Some relief seems to come when Spencer meets Alice (Emilie de Ravin), a seemingly free-spirited young woman in cat's-eye glasses who wanders into the shop one day. But then she introduces him to a comic book based on a local urban legend about "The Submarine Kid", who so loved being underwater that he practiced holding his breath longer and longer until one day he vanished in the lake.
Something in Spencer's mind takes hold of this idea. He becomes obsessed with holding his breath, pulling away from the surface world of his friends and family. They beg him to seek help, but their voices fade away, as if he's sinking below the surface. He tries holding his breath under water, veering close to suicide in his delusions.

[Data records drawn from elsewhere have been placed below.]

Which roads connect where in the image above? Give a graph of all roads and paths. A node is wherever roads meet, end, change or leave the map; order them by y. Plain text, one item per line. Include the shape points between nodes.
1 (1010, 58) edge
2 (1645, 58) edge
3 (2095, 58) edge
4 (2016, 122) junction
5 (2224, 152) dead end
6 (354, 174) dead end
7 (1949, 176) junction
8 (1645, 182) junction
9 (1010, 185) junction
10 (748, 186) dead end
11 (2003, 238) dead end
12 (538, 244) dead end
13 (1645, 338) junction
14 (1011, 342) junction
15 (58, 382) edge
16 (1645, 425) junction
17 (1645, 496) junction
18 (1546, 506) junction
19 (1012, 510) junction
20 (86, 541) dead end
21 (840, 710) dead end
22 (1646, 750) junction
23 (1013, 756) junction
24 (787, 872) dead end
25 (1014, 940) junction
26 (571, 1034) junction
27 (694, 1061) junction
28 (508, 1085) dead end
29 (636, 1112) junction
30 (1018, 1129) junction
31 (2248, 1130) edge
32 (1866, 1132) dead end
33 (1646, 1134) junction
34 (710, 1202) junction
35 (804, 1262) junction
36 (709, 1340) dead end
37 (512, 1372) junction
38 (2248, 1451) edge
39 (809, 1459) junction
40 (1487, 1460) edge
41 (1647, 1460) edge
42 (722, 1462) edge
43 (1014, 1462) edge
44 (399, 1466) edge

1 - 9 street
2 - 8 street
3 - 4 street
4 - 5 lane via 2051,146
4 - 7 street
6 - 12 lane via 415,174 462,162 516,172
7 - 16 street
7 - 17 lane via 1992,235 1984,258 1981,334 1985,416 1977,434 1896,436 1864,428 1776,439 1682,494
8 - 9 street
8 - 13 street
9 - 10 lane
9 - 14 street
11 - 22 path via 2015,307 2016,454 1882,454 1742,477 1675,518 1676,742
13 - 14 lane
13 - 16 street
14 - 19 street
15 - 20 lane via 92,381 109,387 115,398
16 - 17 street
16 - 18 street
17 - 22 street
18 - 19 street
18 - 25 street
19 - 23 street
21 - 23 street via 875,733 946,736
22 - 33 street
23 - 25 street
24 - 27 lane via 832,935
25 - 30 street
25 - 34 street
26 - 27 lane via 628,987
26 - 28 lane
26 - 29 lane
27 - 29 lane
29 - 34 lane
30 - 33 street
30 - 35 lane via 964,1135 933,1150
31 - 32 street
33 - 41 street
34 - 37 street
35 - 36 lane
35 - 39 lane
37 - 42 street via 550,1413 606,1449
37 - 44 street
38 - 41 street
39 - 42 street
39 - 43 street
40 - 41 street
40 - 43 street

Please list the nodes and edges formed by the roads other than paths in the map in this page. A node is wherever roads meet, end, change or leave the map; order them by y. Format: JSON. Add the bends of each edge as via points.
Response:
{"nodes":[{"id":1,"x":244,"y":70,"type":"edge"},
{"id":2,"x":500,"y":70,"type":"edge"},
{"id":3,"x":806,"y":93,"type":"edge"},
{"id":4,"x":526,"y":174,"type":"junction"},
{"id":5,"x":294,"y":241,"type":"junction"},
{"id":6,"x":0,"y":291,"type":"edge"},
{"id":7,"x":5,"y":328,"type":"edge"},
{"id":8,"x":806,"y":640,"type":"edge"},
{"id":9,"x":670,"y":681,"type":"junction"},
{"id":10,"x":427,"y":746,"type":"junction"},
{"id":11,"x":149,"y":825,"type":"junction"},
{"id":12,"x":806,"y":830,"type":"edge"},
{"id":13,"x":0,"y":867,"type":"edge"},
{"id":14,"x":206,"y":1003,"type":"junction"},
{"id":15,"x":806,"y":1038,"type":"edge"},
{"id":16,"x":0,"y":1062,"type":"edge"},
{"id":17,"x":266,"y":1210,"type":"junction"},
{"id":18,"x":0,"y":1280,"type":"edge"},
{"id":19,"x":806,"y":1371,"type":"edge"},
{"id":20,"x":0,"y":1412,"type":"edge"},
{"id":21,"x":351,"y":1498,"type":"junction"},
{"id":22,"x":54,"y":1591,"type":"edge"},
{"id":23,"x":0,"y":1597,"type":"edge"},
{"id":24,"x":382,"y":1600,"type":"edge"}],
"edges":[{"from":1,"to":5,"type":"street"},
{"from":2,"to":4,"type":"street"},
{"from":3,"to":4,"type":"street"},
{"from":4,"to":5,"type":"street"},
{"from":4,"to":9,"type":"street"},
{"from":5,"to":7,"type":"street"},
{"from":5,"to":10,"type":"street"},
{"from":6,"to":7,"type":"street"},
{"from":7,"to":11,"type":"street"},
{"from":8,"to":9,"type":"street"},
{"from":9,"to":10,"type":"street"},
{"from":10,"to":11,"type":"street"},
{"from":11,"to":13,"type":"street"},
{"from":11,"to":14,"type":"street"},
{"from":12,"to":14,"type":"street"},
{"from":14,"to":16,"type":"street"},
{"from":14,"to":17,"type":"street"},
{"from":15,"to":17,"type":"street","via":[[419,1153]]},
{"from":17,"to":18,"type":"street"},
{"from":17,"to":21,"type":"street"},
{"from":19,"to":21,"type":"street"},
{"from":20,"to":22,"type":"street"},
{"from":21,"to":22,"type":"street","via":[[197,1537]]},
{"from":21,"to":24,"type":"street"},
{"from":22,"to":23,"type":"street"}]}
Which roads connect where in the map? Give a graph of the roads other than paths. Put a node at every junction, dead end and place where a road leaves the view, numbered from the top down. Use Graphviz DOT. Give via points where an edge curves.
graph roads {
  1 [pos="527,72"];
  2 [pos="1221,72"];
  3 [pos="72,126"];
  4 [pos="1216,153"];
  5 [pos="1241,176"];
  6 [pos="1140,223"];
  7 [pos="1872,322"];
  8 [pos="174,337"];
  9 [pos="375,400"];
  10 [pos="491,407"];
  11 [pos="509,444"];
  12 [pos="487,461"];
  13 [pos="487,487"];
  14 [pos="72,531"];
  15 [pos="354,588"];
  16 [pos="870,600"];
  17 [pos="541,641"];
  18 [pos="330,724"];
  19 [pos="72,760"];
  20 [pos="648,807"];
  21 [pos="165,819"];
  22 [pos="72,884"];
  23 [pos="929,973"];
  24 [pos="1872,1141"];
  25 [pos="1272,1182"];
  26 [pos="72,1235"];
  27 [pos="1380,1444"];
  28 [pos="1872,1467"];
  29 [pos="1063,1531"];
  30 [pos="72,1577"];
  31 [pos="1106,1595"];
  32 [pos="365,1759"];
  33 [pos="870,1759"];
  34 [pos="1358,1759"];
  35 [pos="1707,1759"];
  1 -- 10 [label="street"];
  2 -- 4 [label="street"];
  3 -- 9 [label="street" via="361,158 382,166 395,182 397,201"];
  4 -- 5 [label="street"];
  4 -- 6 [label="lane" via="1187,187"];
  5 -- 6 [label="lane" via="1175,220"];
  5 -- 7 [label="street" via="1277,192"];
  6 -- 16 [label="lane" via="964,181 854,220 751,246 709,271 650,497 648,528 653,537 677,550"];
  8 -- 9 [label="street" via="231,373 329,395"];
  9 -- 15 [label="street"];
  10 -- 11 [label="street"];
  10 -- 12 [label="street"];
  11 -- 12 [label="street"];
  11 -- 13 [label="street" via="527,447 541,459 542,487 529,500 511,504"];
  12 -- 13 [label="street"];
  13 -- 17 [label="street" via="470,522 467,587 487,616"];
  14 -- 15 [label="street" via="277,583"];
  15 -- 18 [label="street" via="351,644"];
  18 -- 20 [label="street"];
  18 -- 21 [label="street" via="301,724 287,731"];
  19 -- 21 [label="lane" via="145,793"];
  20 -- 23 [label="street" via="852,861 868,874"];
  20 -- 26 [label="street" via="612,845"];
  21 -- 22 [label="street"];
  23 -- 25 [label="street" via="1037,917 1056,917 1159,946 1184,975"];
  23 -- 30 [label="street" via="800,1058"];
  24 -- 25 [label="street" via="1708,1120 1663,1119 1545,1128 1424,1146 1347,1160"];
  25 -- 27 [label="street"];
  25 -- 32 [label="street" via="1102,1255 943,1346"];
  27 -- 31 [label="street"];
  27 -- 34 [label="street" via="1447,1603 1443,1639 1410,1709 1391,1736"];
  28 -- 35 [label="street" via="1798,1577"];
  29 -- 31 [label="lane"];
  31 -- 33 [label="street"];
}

To the movie's credit, it never avoids the need for professional intervention. There's a smarmy trap all too many stories like this one fall into, where if the people around a soldier suffering from PTSD just love and support them enough then everything will be all right. Wittrock also doesn't veer too far into playing Spencer as obviously haunted. It's not easy to tell at a glance whether someone is really okay, or whether they're hiding turbulence under the surface.
And yet, while it does some things right, The Submarine Kid comes up watery and insubstantial. Spencer's family are supportive, but little more; his friends are practically stock townie characters, with only "Toad" (Matt O'Leary) standing out as at all memorable. Even Alice seems curiously undeveloped for the central role she plays, and her interactions with Spencer lack much heft or meaning.
That said, it does get some things right, and Wittrock shows promise as a writer alongside his growing career as an actor. It may not be worth going out of your way to see, but it's not at all unpleasant to watch.